DIRECTIONS FOR THIS TASK: In your copy, reproduce the entries exactly as they are, minus the images.

[Start of Attachment]

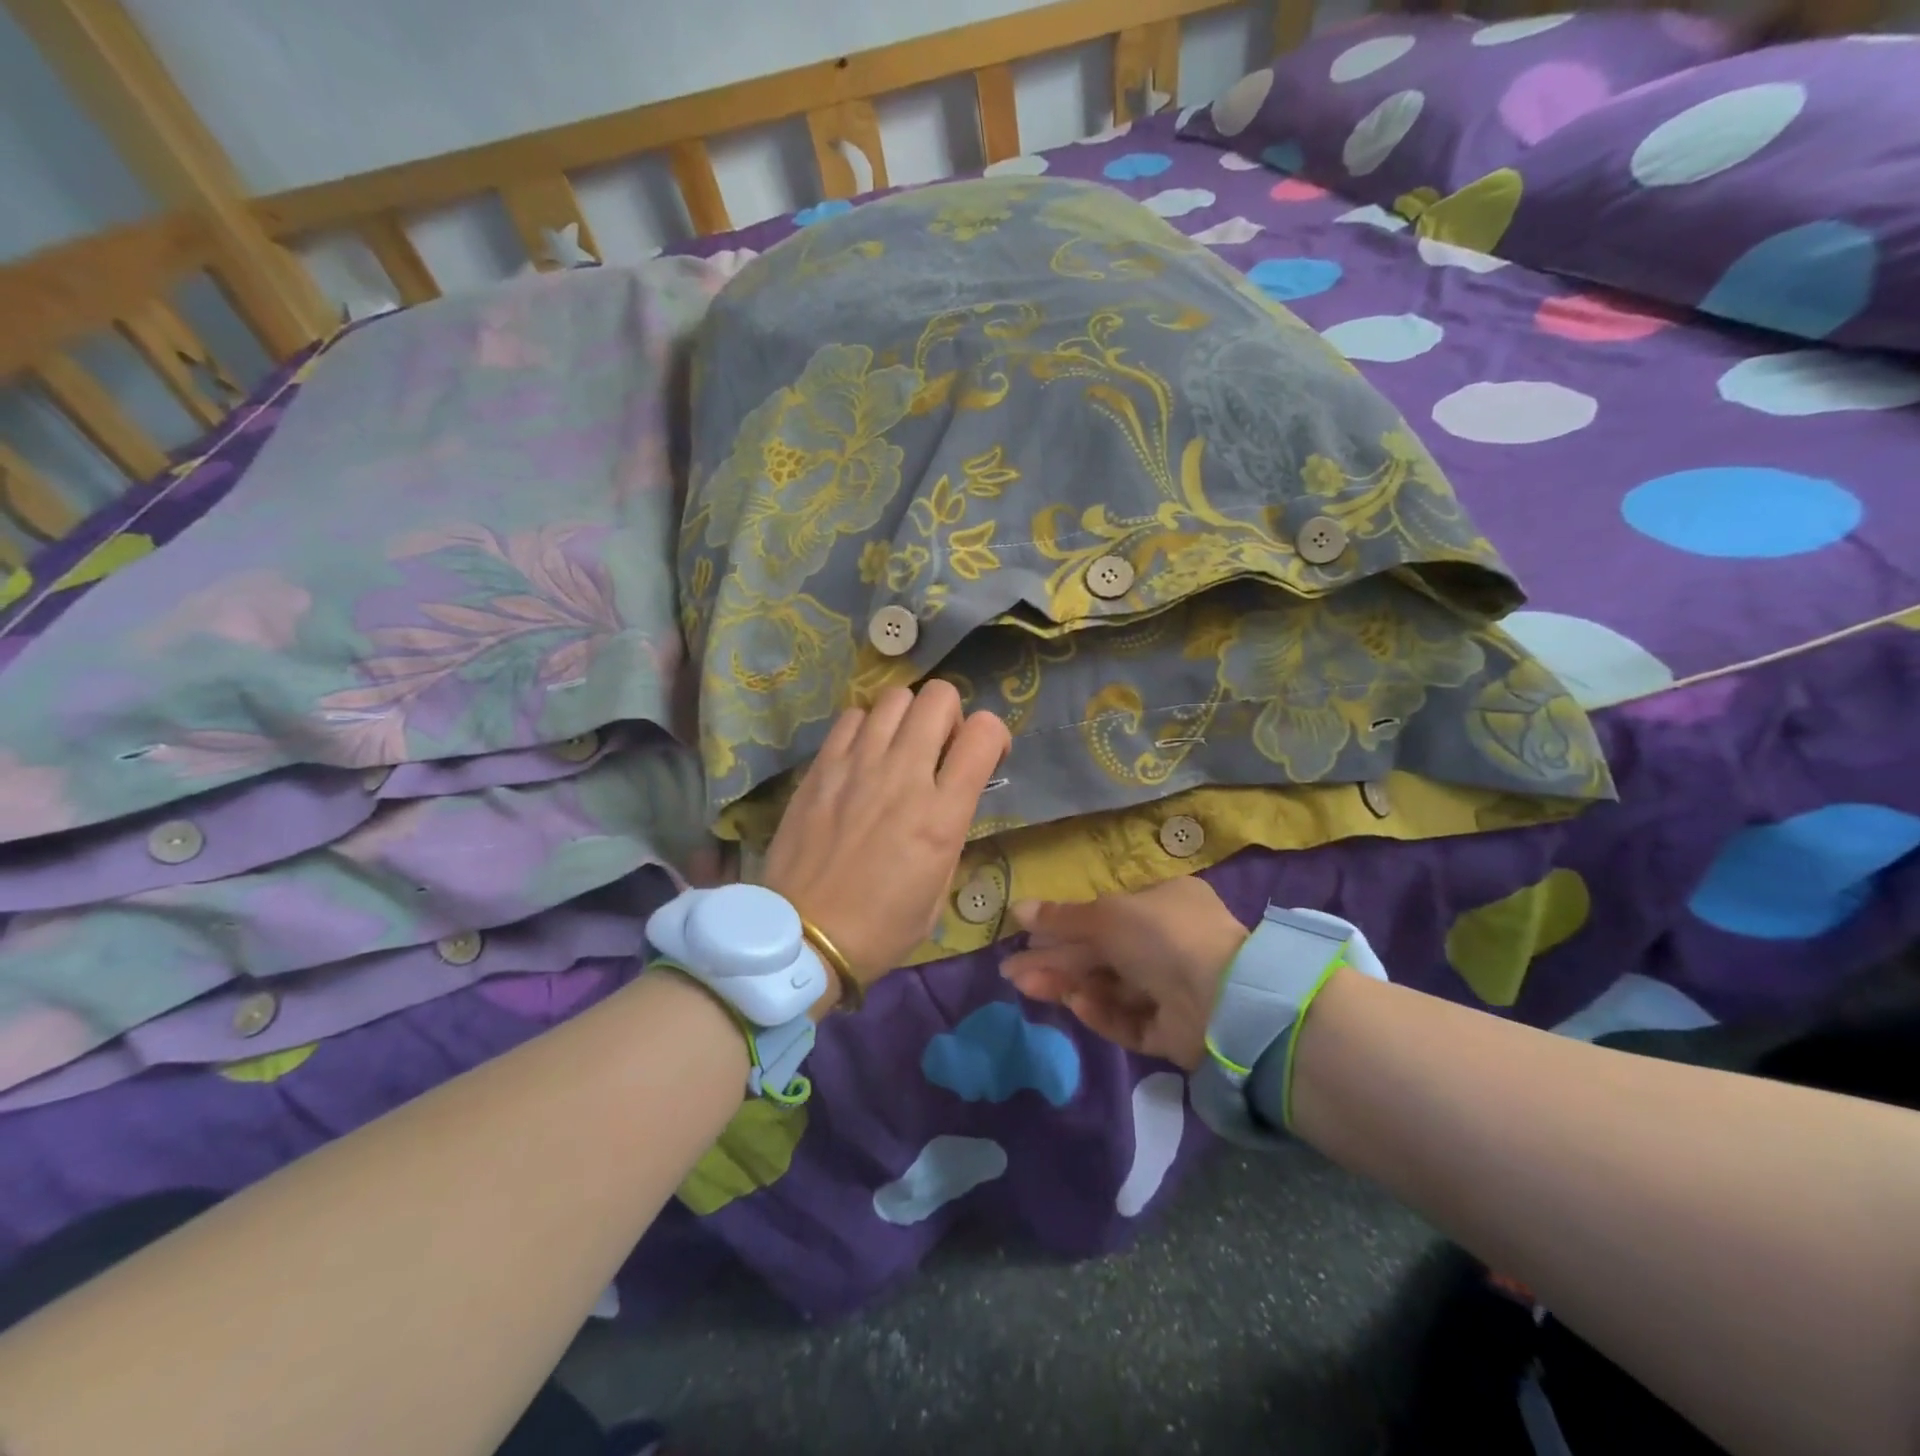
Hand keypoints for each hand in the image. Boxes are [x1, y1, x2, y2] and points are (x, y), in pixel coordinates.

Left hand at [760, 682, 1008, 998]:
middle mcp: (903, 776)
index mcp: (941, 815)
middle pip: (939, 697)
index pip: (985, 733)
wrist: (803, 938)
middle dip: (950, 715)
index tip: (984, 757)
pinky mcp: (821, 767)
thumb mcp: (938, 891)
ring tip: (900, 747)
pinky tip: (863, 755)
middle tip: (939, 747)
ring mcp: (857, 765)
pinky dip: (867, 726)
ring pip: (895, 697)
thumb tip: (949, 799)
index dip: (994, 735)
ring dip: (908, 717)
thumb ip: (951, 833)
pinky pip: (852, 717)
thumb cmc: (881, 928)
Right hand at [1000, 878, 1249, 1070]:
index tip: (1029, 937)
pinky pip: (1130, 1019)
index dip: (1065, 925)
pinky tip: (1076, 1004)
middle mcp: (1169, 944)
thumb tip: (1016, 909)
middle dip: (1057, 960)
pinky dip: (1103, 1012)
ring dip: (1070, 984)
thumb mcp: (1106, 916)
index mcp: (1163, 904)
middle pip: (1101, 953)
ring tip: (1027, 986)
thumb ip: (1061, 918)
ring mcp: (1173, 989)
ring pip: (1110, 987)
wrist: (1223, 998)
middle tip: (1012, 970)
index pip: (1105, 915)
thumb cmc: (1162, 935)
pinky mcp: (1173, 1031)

[End of Attachment]

RESPONSE:
Hand keypoints for each hand in the image. Boxes are [x1, y1, x2, y2] and points are (x, y), in pixel coordinates.

Left hand at [760, 682, 1008, 998]:
middle mcp: (903, 776)
index mcp: (941, 815)
middle pip: (939, 697)
index pip: (985, 733)
wrist: (803, 938)
middle dip: (950, 715)
index tip: (984, 757)
pinky mcp: (821, 767)
thumb mcp: (938, 891)
ring tip: (900, 747)
pinky tip: (863, 755)
middle tip: (939, 747)
ring mcp: (857, 765)
pinky dip: (867, 726)
ring pip: (895, 697)
thumb tip: (949, 799)
index dip: (994, 735)
ring dip: (908, 717)
thumb ip: (951, 833)
pinky pip: (852, 717)
thumb cmc: (881, 928)
Right hand at [1000, 878, 1249, 1070]:
index tip: (1029, 937)
pinky pip: (1130, 1019)
index dip: (1065, 925)
pinky tip: (1076, 1004)
middle mcp: (1169, 944)
thumb tip: (1016, 909)
middle dip: (1057, 960)
pinky dip: (1103, 1012)
ring dip: (1070, 984)
thumb mcp: (1106, 916)
index mcp: (1163, 904)
middle pip: (1101, 953)
ring tip: (1027, 986)
thumb ip: (1061, 918)
ring mcp: (1173, 989)
ring pip: (1110, 987)
wrist: (1223, 998)
middle tip: (1012, 970)
index pip: (1105, 915)
thumb cmc: (1162, 935)
pinky mcp: (1173, 1031)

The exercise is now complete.